> Brief:
Could you reproduce all of the entries below without a single change?

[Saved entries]
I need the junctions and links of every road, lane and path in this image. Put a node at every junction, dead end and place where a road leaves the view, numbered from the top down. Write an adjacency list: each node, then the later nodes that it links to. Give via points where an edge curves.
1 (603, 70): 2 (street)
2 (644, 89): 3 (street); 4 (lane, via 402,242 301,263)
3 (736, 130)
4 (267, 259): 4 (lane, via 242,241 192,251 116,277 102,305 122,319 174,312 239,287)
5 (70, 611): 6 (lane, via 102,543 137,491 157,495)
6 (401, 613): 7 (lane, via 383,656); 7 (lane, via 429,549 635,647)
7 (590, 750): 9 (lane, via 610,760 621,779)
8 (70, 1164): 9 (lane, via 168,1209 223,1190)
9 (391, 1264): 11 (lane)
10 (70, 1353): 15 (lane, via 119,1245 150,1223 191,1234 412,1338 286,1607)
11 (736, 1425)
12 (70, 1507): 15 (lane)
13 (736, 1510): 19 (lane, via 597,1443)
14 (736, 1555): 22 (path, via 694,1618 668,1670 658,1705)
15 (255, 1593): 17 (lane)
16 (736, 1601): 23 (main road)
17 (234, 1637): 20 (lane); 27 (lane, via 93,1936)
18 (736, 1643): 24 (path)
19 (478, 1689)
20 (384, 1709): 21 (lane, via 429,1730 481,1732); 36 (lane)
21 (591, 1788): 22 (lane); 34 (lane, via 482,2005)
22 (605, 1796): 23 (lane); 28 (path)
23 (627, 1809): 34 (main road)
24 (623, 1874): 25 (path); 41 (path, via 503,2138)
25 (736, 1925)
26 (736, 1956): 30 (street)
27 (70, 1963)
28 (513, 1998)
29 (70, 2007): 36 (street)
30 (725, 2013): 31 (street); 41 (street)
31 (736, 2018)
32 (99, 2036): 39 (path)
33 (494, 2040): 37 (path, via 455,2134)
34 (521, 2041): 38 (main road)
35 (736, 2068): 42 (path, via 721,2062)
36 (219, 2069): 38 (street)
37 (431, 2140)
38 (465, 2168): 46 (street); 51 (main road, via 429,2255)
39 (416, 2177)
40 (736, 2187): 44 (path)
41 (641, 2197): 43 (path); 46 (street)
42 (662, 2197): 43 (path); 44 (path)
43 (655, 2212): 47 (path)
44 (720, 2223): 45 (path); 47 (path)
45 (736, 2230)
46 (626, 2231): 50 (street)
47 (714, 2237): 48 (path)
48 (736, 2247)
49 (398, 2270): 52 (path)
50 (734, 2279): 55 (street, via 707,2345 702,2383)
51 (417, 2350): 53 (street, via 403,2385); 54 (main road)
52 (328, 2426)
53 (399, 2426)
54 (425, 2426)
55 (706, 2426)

> Solution to the exercise:
I need the junctions and links of every road, lane and path in this image. Put a node at every junction, dead end and place where a road leaves the view, numbered from the top down. Write an adjacency list: each node, then the later nodes that it links to. Give via points where an edge curves.
1 (603, 70): 2 (street)
2 (644, 89): 3 (street); 4 (lane, via 402,242 301,263)
3 (736, 130)
4 (267, 259): 4 (lane, via 242,241 192,251 116,277 102,305 122,319 174,312 239,287)
5 (70, 611): 6 (lane, via 102,543 137,491 157,495)
6 (401, 613): 7 (lane, via 383,656); 7 (lane, via 429,549 635,647)
7 (590, 750): 9 (lane, via 610,760 621,779)
8 (70, 1164): 9 (lane, via 168,1209 223,1190)
9 (391, 1264): 11 (lane)
10 (70, 1353): 15 (lane, via 119,1245 150,1223 191,1234 412,1338 286,1607)
11 (736, 1425)
12 (70, 1507): 15 (lane)
13 (736, 1510): 19 (lane, via 597,1443)
14 (736, 1555): 22 (path, via 694,1618 668,1670 658,1705)
15 (255, 1593): 17 (lane)
16 (736, 1601): 23 (main road)
17 (234, 1637): 20 (lane); 27 (lane, via 93,1936)
18 (736, 1643): 24 (path)
19 (478, 1689)
20 (384, 1709): 21 (lane, via 429,1730 481,1732); 36 (lane)
21 (591, 1788): 22 (lane); 34 (lane, via 482,2005)
22 (605, 1796): 23 (lane); 28 (path)
23 (627, 1809): 34 (main road)
24 (623, 1874): 25 (path); 41 (path, via 503,2138)
25 (736, 1925)
26 (736, 1956): 30 (street)
27 (70, 1963)
28 (513, 1998)
29 (70, 2007): 36 (street)
30 (725, 2013): 31 (street); 41 (street)
31 (736, 2018)
32 (99, 2036): 39 (path)
33 (494, 2040): 37 (path, via 455,2134)
34 (521, 2041): 38 (main road)
35 (736, 2068): 42 (path, via 721,2062)
36 (219, 2069): 38 (street)
37 (431, 2140)
38 (465, 2168): 46 (street); 51 (main road, via 429,2255)
39 (416, 2177)
40 (736, 2187): 44 (path)
41 (641, 2197): 43 (path); 46 (street)
42 (662, 2197): 43 (path); 44 (path)
43 (655, 2212): 47 (path)
44 (720, 2223): 45 (path); 47 (path)
45 (736, 2230)
46 (626, 2231): 50 (street)
47 (714, 2237): 48 (path)
48 (736, 2247)
49 (398, 2270): 52 (path)
50 (734, 2279): 55 (street, via 707,2345 702,2383)
51 (417, 2350): 53 (street, via 403,2385); 54 (main road)
52 (328, 2426)
53 (399, 2426)
54 (425, 2426)
55 (706, 2426)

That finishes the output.